Holding Myself Accountable

I'm to my weight-loss goal, and have been successfully holding steady for three weeks. In three more weeks, I will become a Lifetime Member of Weight Watchers (you have to maintain your goal weight for six weeks for that to happen). I assume there's some sort of coronation ceremony for this. Maybe a crown embellished with broccoli florets will be placed on my head and I'll carry a carrot sceptre topped with a grapefruit. Dottie, my leader, will help me take the oath: "I, Lifetime Member Dena, solemnly swear to uphold the tenets of the Points System and will not abuse the powers of FlexPoints bestowed upon me by the people of Weight Watchers. I will endeavor to earn the ActivityPoints I so desperately need and will not surpass the budget thereof." And I'll wear a pretty dress.
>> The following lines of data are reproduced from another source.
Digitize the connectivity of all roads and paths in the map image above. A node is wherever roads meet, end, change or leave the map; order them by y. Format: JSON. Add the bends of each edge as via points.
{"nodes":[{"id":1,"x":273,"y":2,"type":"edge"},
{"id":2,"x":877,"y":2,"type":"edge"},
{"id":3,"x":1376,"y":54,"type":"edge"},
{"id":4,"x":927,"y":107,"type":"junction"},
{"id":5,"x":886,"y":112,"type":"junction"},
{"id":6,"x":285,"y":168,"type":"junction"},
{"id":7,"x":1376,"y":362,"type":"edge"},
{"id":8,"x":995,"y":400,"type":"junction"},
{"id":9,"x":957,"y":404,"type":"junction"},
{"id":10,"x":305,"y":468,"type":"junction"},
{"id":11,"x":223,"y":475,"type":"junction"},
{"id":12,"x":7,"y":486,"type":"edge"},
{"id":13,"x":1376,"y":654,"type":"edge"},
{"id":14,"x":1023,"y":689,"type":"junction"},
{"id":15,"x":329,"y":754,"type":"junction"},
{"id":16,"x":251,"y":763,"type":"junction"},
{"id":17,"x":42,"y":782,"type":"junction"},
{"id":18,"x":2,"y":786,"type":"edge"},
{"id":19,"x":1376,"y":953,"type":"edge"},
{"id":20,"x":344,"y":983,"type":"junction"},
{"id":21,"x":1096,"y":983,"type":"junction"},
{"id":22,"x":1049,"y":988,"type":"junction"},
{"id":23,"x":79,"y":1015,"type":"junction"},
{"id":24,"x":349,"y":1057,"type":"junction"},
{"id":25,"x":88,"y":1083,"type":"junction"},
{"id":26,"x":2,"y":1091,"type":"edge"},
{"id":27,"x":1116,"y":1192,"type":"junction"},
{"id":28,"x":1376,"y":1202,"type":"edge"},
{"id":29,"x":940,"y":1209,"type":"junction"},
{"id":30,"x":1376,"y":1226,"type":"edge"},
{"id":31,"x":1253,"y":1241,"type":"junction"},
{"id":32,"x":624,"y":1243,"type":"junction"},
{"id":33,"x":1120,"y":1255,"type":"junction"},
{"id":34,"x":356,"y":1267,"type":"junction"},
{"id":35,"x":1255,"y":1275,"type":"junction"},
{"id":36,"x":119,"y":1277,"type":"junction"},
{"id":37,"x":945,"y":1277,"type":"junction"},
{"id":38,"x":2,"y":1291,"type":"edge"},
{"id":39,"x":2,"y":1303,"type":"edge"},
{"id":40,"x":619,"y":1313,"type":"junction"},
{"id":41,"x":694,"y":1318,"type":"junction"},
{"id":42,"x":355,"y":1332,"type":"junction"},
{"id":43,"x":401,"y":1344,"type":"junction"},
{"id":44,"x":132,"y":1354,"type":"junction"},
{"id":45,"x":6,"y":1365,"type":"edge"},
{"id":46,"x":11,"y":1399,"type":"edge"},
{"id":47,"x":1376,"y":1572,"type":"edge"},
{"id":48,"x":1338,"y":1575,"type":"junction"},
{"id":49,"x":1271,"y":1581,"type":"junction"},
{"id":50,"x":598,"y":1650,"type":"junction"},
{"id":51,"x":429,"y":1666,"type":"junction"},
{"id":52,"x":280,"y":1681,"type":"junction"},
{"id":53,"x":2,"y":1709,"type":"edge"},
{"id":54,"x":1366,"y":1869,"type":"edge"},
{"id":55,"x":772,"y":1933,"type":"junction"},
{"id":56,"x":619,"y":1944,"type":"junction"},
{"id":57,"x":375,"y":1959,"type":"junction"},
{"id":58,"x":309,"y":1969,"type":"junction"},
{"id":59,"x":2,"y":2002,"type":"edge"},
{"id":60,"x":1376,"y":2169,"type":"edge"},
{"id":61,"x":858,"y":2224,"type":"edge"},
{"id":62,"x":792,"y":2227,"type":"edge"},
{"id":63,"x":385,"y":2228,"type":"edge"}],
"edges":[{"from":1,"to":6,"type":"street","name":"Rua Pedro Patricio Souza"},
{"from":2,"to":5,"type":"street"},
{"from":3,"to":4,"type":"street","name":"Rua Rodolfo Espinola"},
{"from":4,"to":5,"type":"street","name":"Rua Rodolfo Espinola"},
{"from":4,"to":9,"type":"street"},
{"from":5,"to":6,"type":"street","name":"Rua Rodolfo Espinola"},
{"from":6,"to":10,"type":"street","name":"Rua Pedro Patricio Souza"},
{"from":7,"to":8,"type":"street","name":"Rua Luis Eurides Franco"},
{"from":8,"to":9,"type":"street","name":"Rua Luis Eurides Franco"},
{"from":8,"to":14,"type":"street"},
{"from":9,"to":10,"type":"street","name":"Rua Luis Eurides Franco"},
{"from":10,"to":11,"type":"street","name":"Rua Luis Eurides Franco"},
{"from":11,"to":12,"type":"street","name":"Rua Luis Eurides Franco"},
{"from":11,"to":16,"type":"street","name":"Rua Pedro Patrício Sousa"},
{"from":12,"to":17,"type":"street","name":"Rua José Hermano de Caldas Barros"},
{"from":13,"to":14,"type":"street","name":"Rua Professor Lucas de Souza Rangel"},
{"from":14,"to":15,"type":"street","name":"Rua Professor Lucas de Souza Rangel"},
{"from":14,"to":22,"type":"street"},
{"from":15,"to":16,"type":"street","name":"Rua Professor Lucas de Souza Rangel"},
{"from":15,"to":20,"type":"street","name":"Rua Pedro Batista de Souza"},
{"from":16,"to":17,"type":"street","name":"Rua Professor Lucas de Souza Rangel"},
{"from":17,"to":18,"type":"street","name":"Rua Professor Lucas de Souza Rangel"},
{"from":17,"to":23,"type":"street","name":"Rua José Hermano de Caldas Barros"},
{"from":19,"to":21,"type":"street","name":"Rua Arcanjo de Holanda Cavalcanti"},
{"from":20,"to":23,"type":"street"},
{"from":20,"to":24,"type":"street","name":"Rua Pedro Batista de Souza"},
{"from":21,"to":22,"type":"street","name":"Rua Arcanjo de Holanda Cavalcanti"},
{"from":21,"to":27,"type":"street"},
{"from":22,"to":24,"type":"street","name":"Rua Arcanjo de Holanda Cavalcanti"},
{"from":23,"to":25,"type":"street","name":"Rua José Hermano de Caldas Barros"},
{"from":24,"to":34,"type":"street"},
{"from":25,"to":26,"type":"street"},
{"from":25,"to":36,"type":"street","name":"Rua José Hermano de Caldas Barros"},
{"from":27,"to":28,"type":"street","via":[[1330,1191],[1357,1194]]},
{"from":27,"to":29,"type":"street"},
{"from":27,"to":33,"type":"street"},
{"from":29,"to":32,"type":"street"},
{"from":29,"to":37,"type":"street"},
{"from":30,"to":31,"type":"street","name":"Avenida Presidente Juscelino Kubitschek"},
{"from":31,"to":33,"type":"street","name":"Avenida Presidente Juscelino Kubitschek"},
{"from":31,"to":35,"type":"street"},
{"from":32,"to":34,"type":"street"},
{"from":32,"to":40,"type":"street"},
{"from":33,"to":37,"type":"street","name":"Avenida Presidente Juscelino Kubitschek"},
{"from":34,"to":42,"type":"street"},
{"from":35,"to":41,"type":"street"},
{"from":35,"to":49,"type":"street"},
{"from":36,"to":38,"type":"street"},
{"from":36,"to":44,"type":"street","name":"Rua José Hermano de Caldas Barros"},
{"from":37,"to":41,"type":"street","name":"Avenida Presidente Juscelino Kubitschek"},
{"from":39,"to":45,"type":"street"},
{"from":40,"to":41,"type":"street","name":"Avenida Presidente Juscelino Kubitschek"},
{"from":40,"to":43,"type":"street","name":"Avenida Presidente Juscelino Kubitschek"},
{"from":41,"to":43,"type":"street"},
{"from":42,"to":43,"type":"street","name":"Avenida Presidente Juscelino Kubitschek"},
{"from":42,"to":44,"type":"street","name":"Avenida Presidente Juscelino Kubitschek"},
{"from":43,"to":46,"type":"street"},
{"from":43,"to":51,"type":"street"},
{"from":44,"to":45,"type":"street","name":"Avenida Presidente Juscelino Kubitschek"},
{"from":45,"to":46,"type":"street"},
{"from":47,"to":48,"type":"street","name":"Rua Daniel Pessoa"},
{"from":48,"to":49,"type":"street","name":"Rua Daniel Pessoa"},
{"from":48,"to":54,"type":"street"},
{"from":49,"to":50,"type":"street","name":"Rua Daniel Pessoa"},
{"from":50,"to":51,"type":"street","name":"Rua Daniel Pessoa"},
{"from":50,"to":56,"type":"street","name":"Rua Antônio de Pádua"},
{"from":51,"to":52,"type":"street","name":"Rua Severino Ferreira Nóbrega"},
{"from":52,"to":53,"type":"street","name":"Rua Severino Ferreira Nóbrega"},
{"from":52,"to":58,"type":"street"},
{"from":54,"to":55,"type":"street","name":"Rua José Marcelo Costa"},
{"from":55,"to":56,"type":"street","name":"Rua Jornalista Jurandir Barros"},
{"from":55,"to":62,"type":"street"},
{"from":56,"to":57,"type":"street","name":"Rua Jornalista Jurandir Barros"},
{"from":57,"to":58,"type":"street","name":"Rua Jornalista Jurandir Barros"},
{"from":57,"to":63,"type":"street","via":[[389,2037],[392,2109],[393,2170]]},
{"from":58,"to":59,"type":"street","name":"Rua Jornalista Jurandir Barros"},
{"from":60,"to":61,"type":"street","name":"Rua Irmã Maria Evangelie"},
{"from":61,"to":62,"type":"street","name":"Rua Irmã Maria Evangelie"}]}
But then what? I find myself still a little shaky on my relationship to food. I'm increasingly (rather than decreasingly) obsessed with how much food goes in my mouth and what happens every time I go over points just a little. Will that ice cream put me back where I started? Will having pizza ruin everything? Are my jeans going to suddenly not fit tomorrow because I drank that wine? It's a running discourse in my head, pretty much all the time. I know that's not a sustainable way to live if I want to be a happy, comfortable person. Being thin shouldn't mean being a nutcase, nor should it mean an obsession or compulsion to deny myself things I love. I know that constant worry and denial will not lead to long-term success, and I know that if I'm good most of the time, an occasional splurge isn't going to throw me off course. And if I gain a few pounds, I can lose it again. Weight gain is not like cement setting on my butt or anything.

But the fact is that making my brain accept this new version of food reality is a lot more difficult than actually losing the weight was. This has me surprised and nervous. I thought it would be easier to be on maintenance, but it turns out this is where the work really begins. Physically changing was one thing. Emotionally changing is quite another.